“Stamane, l’ennesimo drammatico evento. La splendida Ischia, notoriamente terra fragile dal punto di vista geologico, è stata investita da un sistema temporalesco che ha provocato nuove vittime e danni incalcolabili. Sull’isola sono caduti in 6 ore tra i 120 ed i 155 millimetri di pioggia, con un valore orario di oltre 50 millimetri tra le 4 e le 5 di questa mattina. Ed ancora sono in atto precipitazioni fortunatamente più irregolari, che vanno però a cadere su un suolo e su litologie sature“.
Così in una nota Massimiliano Fazzini, geologo e climatologo, docente universitario e referente del team sul rischio climatico della Società italiana di geologia ambientale. “C’è da rammentare – spiega Fazzini – che nell’ultimo mese, la Campania è stata colpita da tre episodi alluvionali, con tipologie di precipitazioni ed effetti sull’ambiente fisico e paragonabili tra di loro in intensità e solo per buona sorte le vittime non sono state più numerose. E dal mese di luglio ad oggi il dissesto idrogeologico, che oramai caratterizza tutti gli ambienti morfoclimatici della penisola, ha mietuto quaranta vittime. Non si può più pensare di proseguire su questa drammatica rotta sulla quale si susseguono situazioni devastanti“.

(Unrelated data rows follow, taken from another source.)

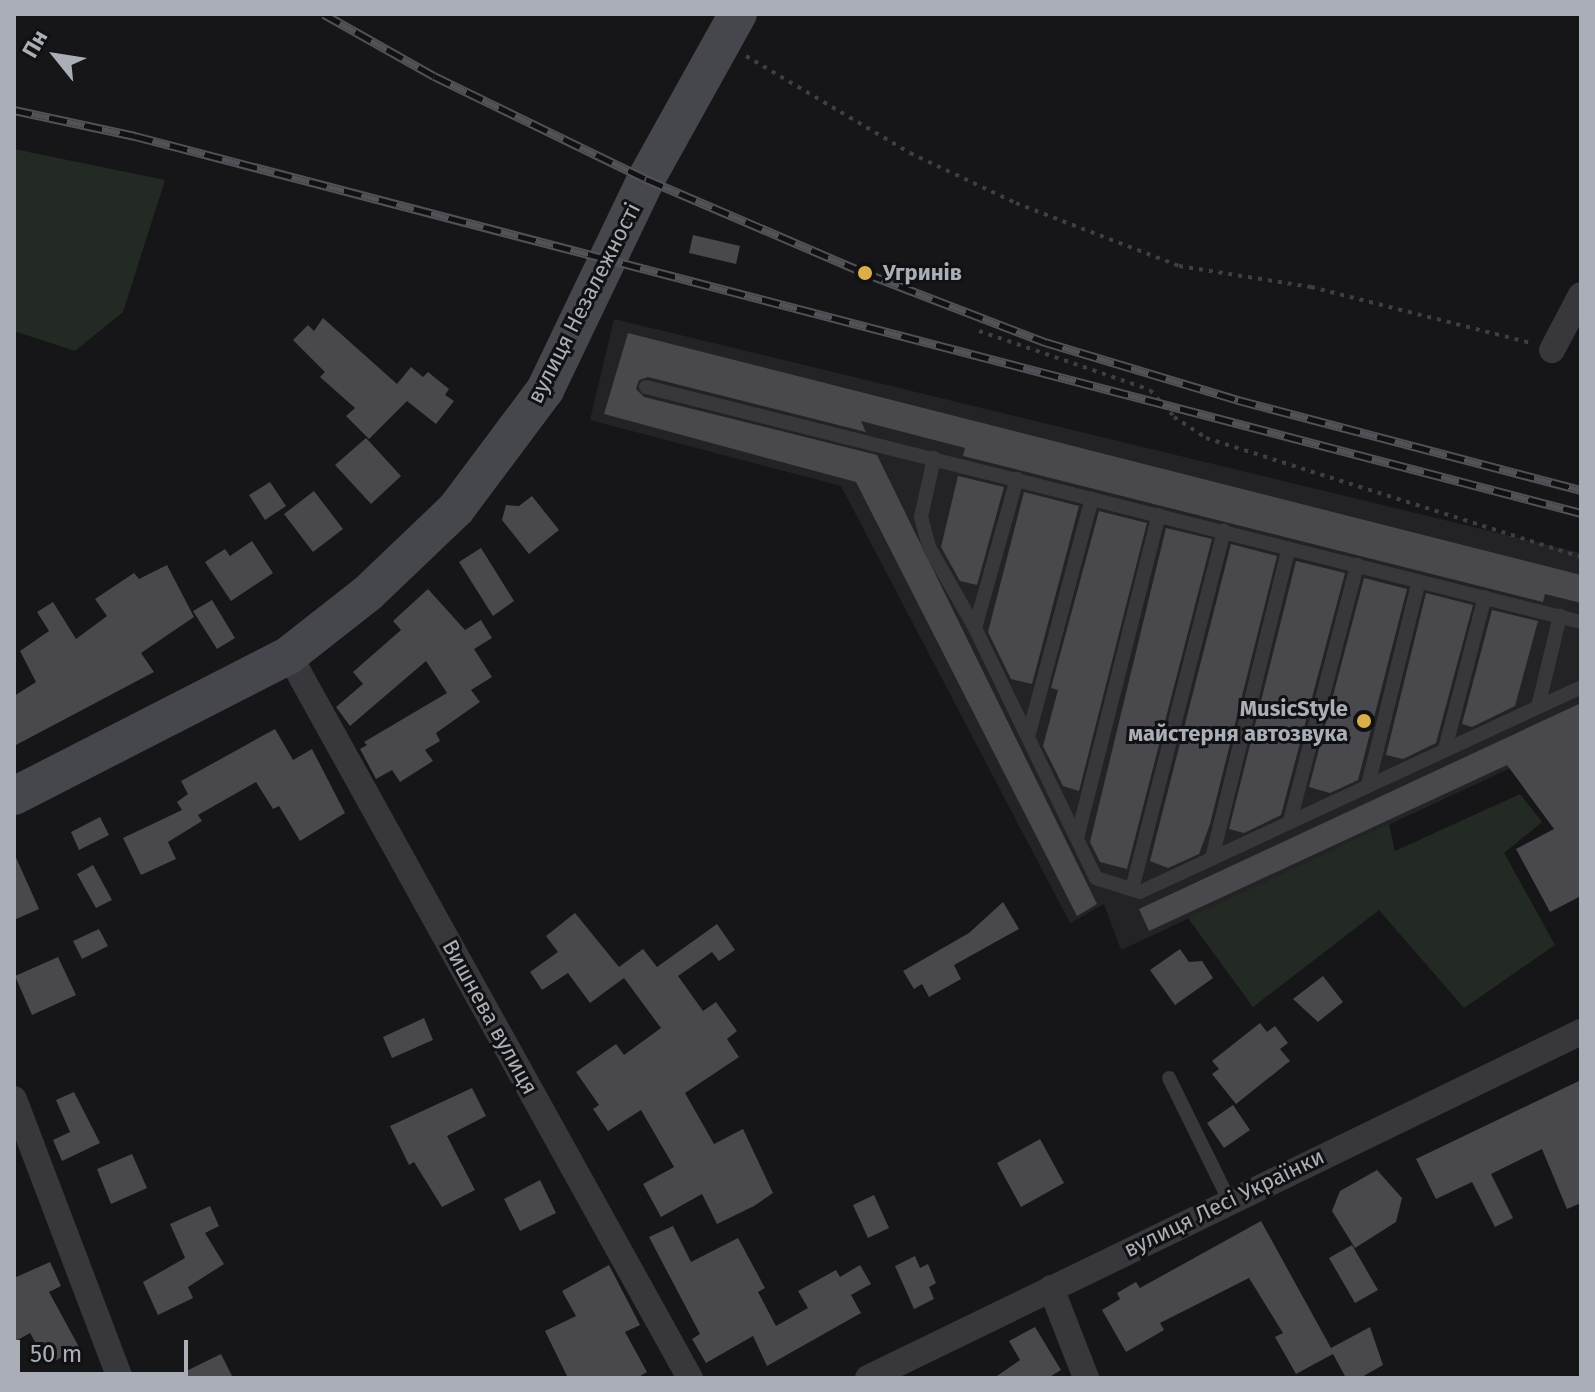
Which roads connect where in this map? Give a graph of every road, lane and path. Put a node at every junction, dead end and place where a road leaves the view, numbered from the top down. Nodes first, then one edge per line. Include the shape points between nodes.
1 (730, 29) edge
2 (1581, 295) edge
3 (979, 331) dead end
4 (1552, 350) joint
5 (646, 387) dead end
6 (934, 458) junction
7 (1017, 479) junction
8 (1092, 498) junction
9 (1159, 515) junction
10 (1224, 531) junction
11 (1289, 548) junction
12 (1581, 557) edge
13 (1357, 565) junction
14 (1419, 581) junction
15 (1485, 597) junction
16 (1560, 616) junction
17 (1581, 622) edge
18 (975, 628) junction
19 (289, 655) junction
20 (1581, 687) edge
21 (1538, 707) junction
22 (1028, 737) junction
23 (1445, 749) junction
24 (1368, 785) junction
25 (14, 796) edge
26 (1290, 821) junction
27 (1077, 838) junction
28 (1212, 858) junction
29 (1132, 889) junction
30 (1581, 1032) edge
31 (1169, 1078) dead end
32 (14, 1099) edge
33 (1229, 1200) junction
34 (1051, 1288) junction
35 (120, 1378) edge
36 (690, 1378) edge
37 (868, 1378) edge
38 (1086, 1378) edge

1 - 4 path via 910,153 1016,203 1179,266 1311,287
1 - 19 street, вулиця Незалежності via 646,179 545,390 456,509 368,593
2 - 4 street
3 - 12 path via 1150,390 1174,417 1206,438
5 - 6 lane
6 - 7 lane
6 - 18 lane via 921,517 929,547
7 - 8 lane
7 - 18 lane
8 - 9 lane
8 - 22 lane
9 - 10 lane
9 - 27 lane
10 - 11 lane
10 - 29 lane
11 - 13 lane
11 - 28 lane
13 - 14 lane
13 - 26 lane
14 - 15 lane
14 - 24 lane
15 - 16 lane
15 - 23 lane
16 - 17 lane
16 - 21 lane
18 - 22 lane
19 - 25 street, вулиця Незалежності
19 - 36 street, Вишнева вулиця
20 - 21 lane
21 - 23 lane
22 - 27 lane
23 - 24 lane
24 - 26 lane
26 - 28 lane
27 - 29 lane via 1096,878
28 - 29 lane via 1140,892
30 - 33 street, вулиця Лесі Українки
31 - 33 lane
32 - 35 street
33 - 34 street, вулиця Лесі Українки
34 - 37 street, вулиця Лесі Українки
34 - 38 street

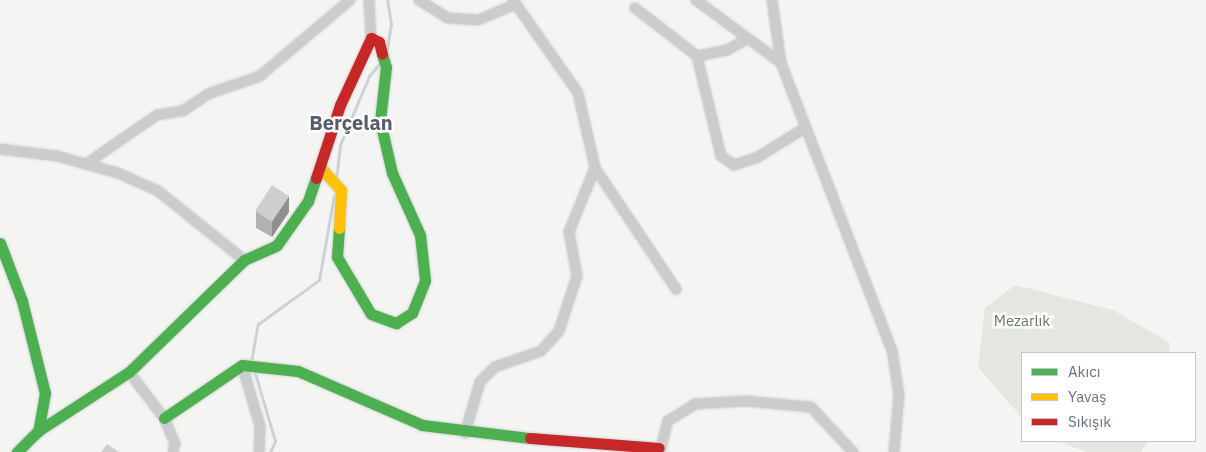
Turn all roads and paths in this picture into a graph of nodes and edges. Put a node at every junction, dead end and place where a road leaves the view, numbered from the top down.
1 (350, 0) edge
2 (369, 0) edge
3 (419, 0) edge
4 (696, 0) edge
5 (772, 0) edge
6 (515, 2) edge
7 (635, 8) dead end
8 (371, 38) junction
9 (747, 39) junction
10 (697, 56) junction
11 (781, 63) junction
12 (805, 128) junction
13 (0, 150) edge
14 (86, 164) junction
15 (595, 168) junction
16 (322, 169) junction
17 (0, 243) edge
18 (244, 260) junction
19 (676, 289) dead end
20 (242, 365) junction
21 (128, 372) junction
22 (164, 418) junction
23 (38, 431) junction
24 (465, 433) junction
25 (659, 450) edge
26 (17, 452) edge
27 (173, 452) edge
28 (258, 452) edge
29 (853, 452) edge
30 (894, 452) edge

1 - 14 street
2 - 8 street
3 - 6 street
4 - 9 street
5 - 11 street
6 - 15 street
7 - 10 street
8 - 16 street
8 - 16 street
9 - 10 street
9 - 11 street
10 - 12 street
11 - 12 street
12 - 30 street
13 - 14 street
14 - 18 street
15 - 19 street
15 - 24 street
16 - 18 street
17 - 23 street
18 - 21 street
20 - 22 street
20 - 24 street
20 - 28 street
21 - 22 street
21 - 23 street
22 - 27 street
23 - 26 street
24 - 25 street
25 - 29 street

“Il rischio specifico derivante dalla crisi antropoclimatica, come preferisco chiamarla, è diventato agli occhi di tutti un’emergenza assoluta. E se da una parte – continua il referente Siga – si spera che questo anno sia statisticamente eccezionale in tutte le sue evidenze climatiche, dall’altro non ci si può affidare alla sorte sperando che gli anni a venire non siano caratterizzati da tele estremizzazione dei fenomeni atmosferici. A prescindere dai raccapriccianti risultati della COP 27, e dai numeri spesso poco precisi delle varie statistiche prodotte e relative agli eventi estremi di natura meteorologica occorsi nell’ultimo anno, urge una politica nazionale immediata di mitigazione del rischio, ricorrendo persino a strategie economiche di emergenza. Se per la crisi economica ci si può adattare facendo sacrifici, le vite umane non hanno prezzo“.
“In questo anno horribilis 2022, peraltro come previsto già in estate, il rischio climatico – conclude Fazzini – ha continuato ad imperversare sull’intero territorio nazionale. Dopo un inverno eccezionalmente siccitoso, un accenno di riequilibrio termodinamico in primavera, una estate calda quasi come quella del 2003, con un mare termicamente paragonabile e quello tropicale, non poteva che verificarsi un autunno ricco di fenomenologie meteorologiche aventi magnitudo molto elevate ma spesso statisticamente non eccezionali“.
La causa è anche la negligenza umana
“I tempi della prevenzione sono finiti“. E ad Ischia la complessità della situazione “va vista su tre binari paralleli che finiscono poi per convergere: le precipitazioni molto intense, si parla di 150 mm in 6 ore, di cui 55 mm di pioggia caduta in una sola ora (tra le 4 e le 5 del mattino); le caratteristiche dell’isola per cui vi sono depositi vulcanici piuttosto incoerenti che si fluidificano in maniera rapida sul Monte Epomeo, di conseguenza è chiaro che ad ogni evento estremo si verifica la tendenza di un dissesto gravitativo degli elementi che ricoprono gli strati più antichi depositati dal vulcano stesso; c’è poi la negligenza umana a fronte di una isola estremamente antropizzata“.
E’ quanto spiegato all’Adnkronos da Fazzini. “Ad Ischia – specifica il climatologo – si è costruito troppo, in aree dove non si doveva farlo. Queste sono zone più volte interessate negli ultimi cento anni da colate di detriti e fango, nonostante l’evidenza di pericolosità ambientale si è continuato a fabbricare su aree a rischio rendendole così particolamente vulnerabili. E oggi ne abbiamo avuto l’esempio lampante”.
“E’ da luglio che parliamo di combinazioni drammatiche – sottolinea il climatologo –, è arrivato il momento di prendere coscienza che l’ambiente fisico non è più resiliente. I tempi della prevenzione purtroppo sono finiti, ce li siamo giocati negli ultimi vent’anni, è dal 2000 che lanciamo allarmi per il cambiamento climatico soprattutto in territori devastati dall’antropizzazione. Ora direi che è il momento dell’adattamento sotto il coordinamento delle istituzioni. A fronte di un rischio (alluvione, frana, etc..) bisogna mettersi al sicuro seguendo i decaloghi contenuti nei piani di Protezione civile, fare piani di adattamento alla scala di bacino, alla scala di comune, ovvero tutto ciò che possa unire le forze per mitigare il rischio specifico derivante dalla crisi climatica“.